Fig. 6. In vitro PDT evaluation of OxgeMCC-r SAE on 4T1 tumor cells.

Cell viability assay of free Ce6, MCC, and OxgeMCC-r SAE treated 4T1 cells in a normoxic and b hypoxic conditions under 671 nm light irradiation (concentration of Ce6: 8 ppm; 671 nm laser power density: 100 mW cm⁻²; irradiation time: 30 s). Data are presented as mean ± s.e.m. (n = 4). Statistical analysis was performed via one-way ANOVA. *p < 0.05, **p < 0.01, ***p < 0.001. c Live/dead staining of 4T1 cells treated with PBS, free Ce6, MCC, and OxgeMCC-r SAE in the presence of 671 nm laser irradiation under hypoxic conditions.

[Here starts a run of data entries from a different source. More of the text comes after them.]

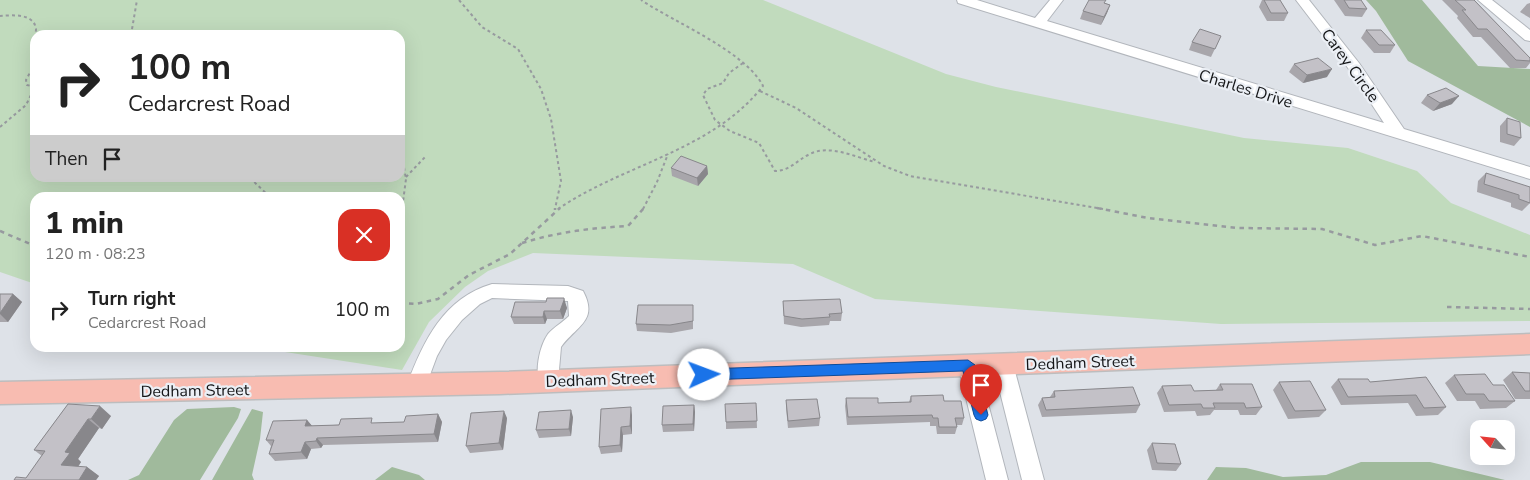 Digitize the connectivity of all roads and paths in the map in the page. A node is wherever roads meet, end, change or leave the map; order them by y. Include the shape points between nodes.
1 (137, 0) edge
2 (459, 0) edge
3 (641, 0) edge
4 (963, 0) edge
5 (1057, 0) edge
6 (1302, 0) edge
7 (1484, 0) edge
8 (0, 16) edge
9 (1039, 22) junction
10 (35, 30) edge
11 (132, 30) edge
12 (1530, 37) edge
13 (743, 63) junction
14 (30, 72) edge
15 (30, 86) edge
16 (760, 91) junction
17 (30, 99) edge
18 (720, 126) junction
19 (0, 127) edge
20 (1398, 132) junction
21 (668, 152) junction
22 (426, 156) dead end
23 (877, 162) junction
24 (405, 172) edge
25 (1530, 173) edge
26 (406, 177) junction
27 (254, 182) edge
28 (264, 192) edge
29 (405, 204) edge
30 (555, 211) junction
31 (0, 231) edge
32 (30, 244) edge
33 (521, 244) junction
34 (1530, 257) edge
35 (405, 302) edge
36 (1447, 307) dead end
37 (1530, 309) edge
38 (1530, 344) edge
39 (1003, 364) junction
40 (968, 365) junction
41 (548, 381) junction
42 (417, 385) junction
43 (0, 393) edge
44 (997, 480) edge
45 (1033, 480) edge

1 - 11 path
2 - 30 path via 482,27 518,48 541,89 551,118 561,181
3 - 13 path
4 - 9 street, Charles Drive
5 - 9 street
6 - 20 street, Carey Circle via 1354,66
7 - 12 street
8 - 10 path via 30,19
9 - 20 street, Charles Drive
13 - 16 path via 761,79 763,86
13 - 18 path via 729,72 723,83 704,92 714,120
14 - 15 path via 26,80
16 - 18 path via 741,111
16 - 23 path via 796,108
17 - 19 path via 20,112
18 - 21 path
18 - 23 path via 759,143 775,171 785,170 820,151
20 - 25 street, Charles Drive
21 - 30 path
21 - 33 path via 658,182 638,217 628,226 578,229
22 - 26 path
23 - 34 path via 910,176 1148,218 1238,228 1322,229 1375,245 1422,236
24 - 26 path
26 - 29 path
27 - 28 path
30 - 33 path
31 - 32 path
33 - 35 path via 501,260 471,273 441,298 430,302
36 - 37 path
38 - 39 main road, Dedham Street
39 - 40 main road, Dedham Street
39 - 45 street
40 - 41 main road, Dedham Street
40 - 44 street
41 - 42 main road, Dedham Street
41 - 42 street via 552,346 578,316 576,296 492,291 474,297 441,333 429,350
42 - 43 main road, Dedham Street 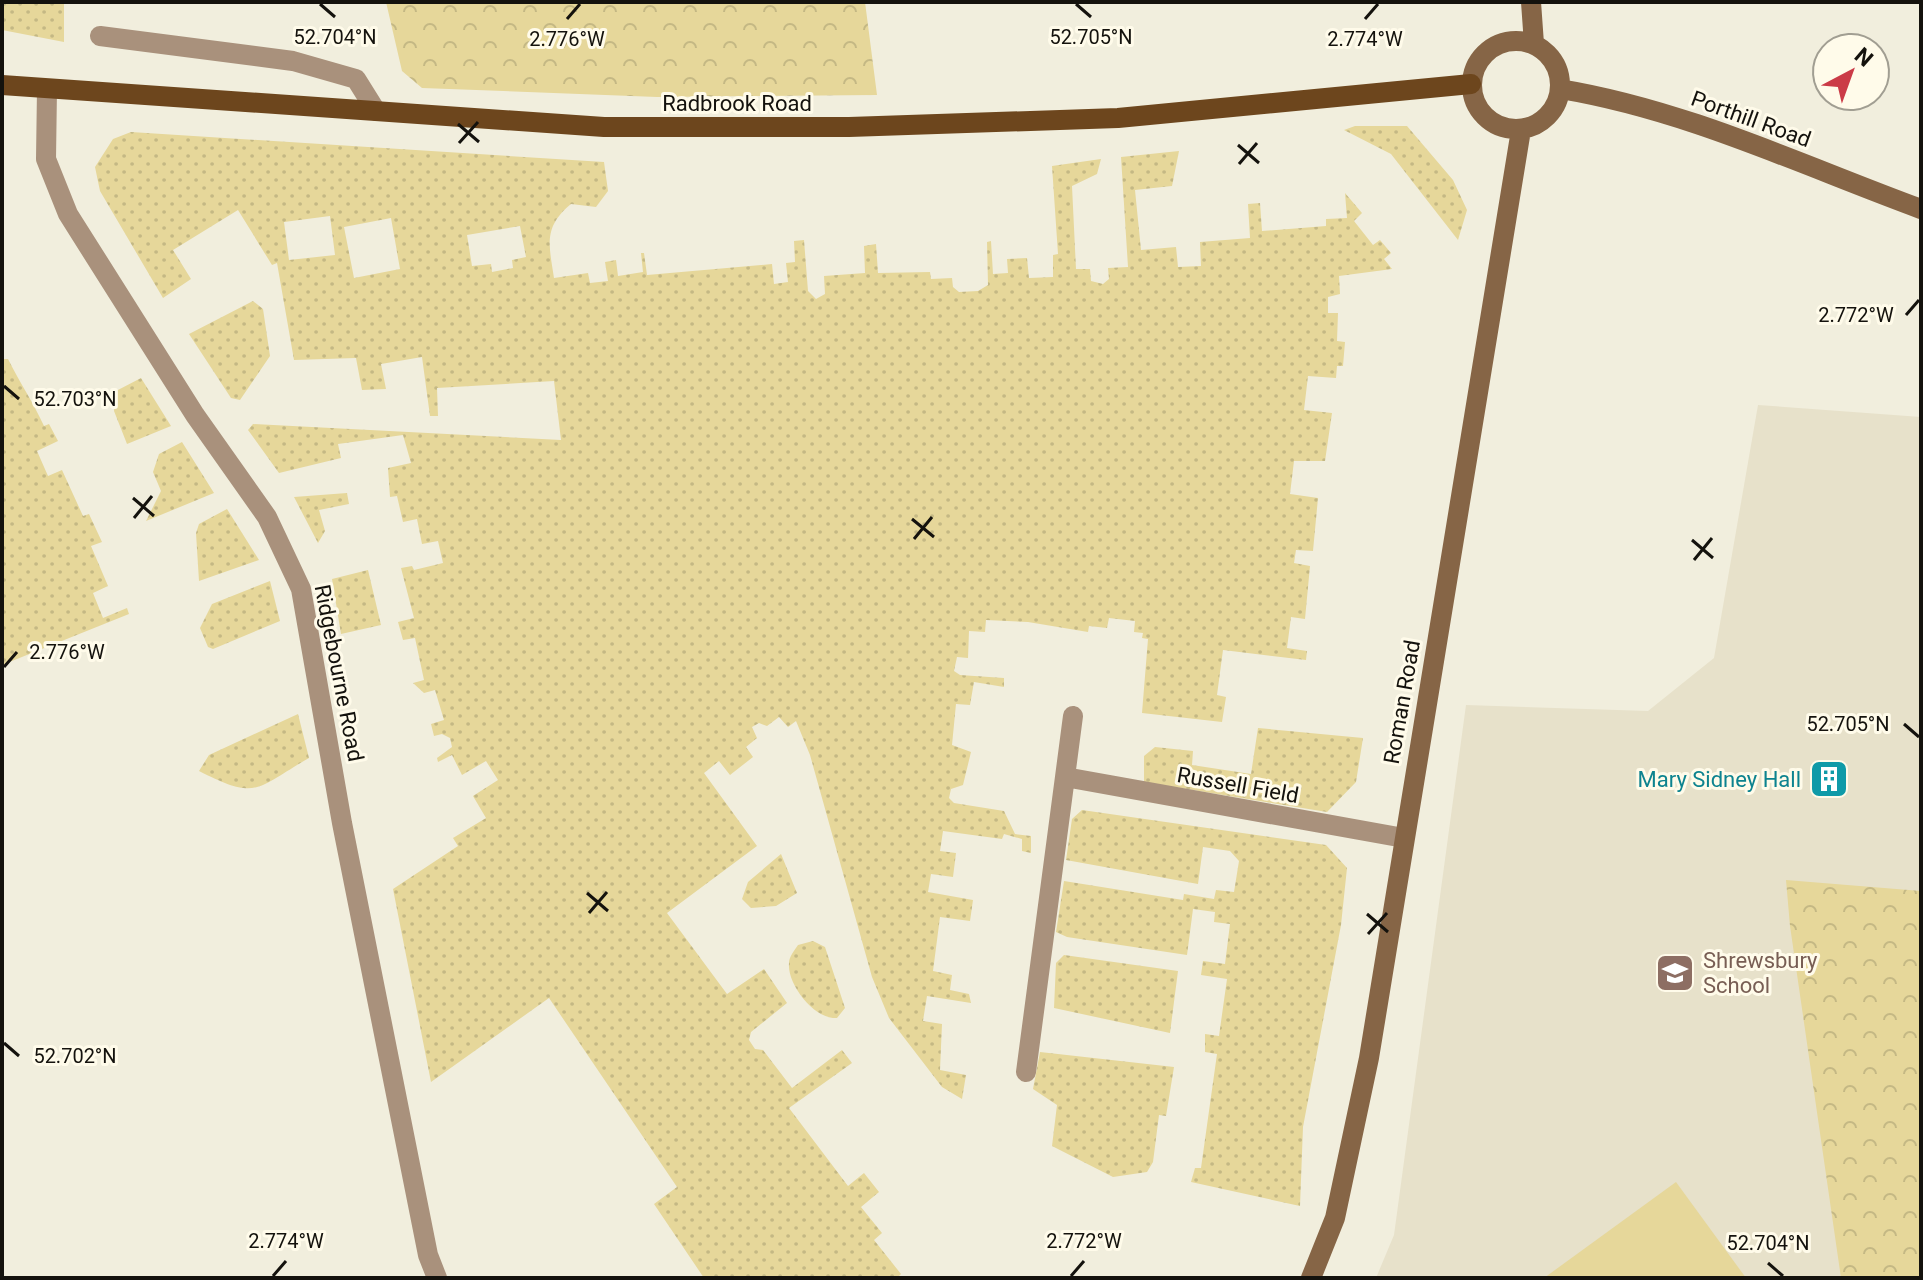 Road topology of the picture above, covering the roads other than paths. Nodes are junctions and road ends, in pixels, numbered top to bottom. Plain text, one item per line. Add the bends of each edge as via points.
1 (1531, 2) edge
2 (100, 36) dead end
3 (1534, 44) junction
4 (1471, 84) junction
5 (2, 85) edge
6 (47, 89) junction
7 (1560, 89) junction
8 (376, 111) junction
9 (1521, 130) junction
10 (1921, 209) edge
11 (1073, 716) dead end
12 (1065, 777) junction
13 (1404, 838) junction
14 (1026, 1072) dead end
15 (437, 1278) edge
16 (1311, 1278) edge

1 - 3 main road
2 - 8 street via 293,61 356,79
3 - 4 main road via 1506,42 1489,50 1475,67
3 - 7 main road via 1551,58
4 - 8 main road, Radbrook Road via 1118,118 849,127 604,127
4 - 9 main road via 1479,110 1492,123
5 - 6 main road, Radbrook Road
6 - 8 main road, Radbrook Road
6 - 15 street, Ridgebourne Road via 46,159 68,214 195,415 267,517 301,589 342,823 428,1255
7 - 9 main road via 1551,112
7 - 10 main road, Porthill Road via 1711,127
9 - 13 main road, Roman Road
11 - 12 street
12 - 13 street, Russell Field
12 - 14 street
13 - 16 main road, Roman Road via 1369,1058 1335,1218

Green signal from calcein AM indicates live cells and red signal from propidium iodide (PI) indicates dead cells (concentration of Ce6: 8 ppm). Scale bar is 50 µm. d Cell death mechanism after the treatment of PBS, free Ce6, MCC, and OxgeMCC-r SAE in the presence of 671 nm laser irradiation under hypoxic conditions assessed with Annexin V-FITC/PI by flow cytometry.